• [EXERCISE OBJECTIVE]:
Copy out all lines of the listing below that hold "dead".

• [MATERIAL SHOWN]:
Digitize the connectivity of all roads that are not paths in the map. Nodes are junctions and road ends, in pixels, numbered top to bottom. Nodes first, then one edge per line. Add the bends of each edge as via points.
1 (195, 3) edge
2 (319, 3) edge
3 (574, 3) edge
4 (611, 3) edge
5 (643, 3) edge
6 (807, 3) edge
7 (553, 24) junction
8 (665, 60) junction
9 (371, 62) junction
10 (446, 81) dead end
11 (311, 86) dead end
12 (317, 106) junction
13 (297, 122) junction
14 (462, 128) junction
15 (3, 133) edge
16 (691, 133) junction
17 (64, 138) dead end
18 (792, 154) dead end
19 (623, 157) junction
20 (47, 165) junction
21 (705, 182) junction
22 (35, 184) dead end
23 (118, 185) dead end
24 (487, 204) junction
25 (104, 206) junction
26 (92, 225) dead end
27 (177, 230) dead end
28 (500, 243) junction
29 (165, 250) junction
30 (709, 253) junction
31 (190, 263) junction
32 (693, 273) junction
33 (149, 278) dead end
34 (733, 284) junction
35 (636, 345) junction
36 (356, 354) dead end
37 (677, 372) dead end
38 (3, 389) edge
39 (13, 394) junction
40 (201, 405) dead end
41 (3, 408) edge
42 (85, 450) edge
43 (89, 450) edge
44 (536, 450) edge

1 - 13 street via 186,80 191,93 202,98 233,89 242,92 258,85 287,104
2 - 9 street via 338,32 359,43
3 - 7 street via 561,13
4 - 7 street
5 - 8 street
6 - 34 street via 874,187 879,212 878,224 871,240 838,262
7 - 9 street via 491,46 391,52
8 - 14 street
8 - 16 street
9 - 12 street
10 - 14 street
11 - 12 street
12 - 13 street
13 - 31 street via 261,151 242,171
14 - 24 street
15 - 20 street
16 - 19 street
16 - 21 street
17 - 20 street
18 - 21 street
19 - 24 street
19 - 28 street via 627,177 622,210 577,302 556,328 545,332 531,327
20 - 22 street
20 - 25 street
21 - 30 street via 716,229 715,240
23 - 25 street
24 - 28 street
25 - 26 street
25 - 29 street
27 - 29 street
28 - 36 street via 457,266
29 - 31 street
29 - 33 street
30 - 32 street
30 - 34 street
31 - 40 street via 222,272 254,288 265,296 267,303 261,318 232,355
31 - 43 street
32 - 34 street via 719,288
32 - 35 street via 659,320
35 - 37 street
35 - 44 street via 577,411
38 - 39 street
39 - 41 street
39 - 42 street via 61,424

• [WRITTEN ANSWER]:
10 (446, 81) dead end
11 (311, 86) dead end
17 (64, 138) dead end
18 (792, 154) dead end
22 (35, 184) dead end
23 (118, 185) dead end
26 (92, 225) dead end
27 (177, 230) dead end
33 (149, 278) dead end
36 (356, 354) dead end
37 (677, 372) dead end
40 (201, 405) dead end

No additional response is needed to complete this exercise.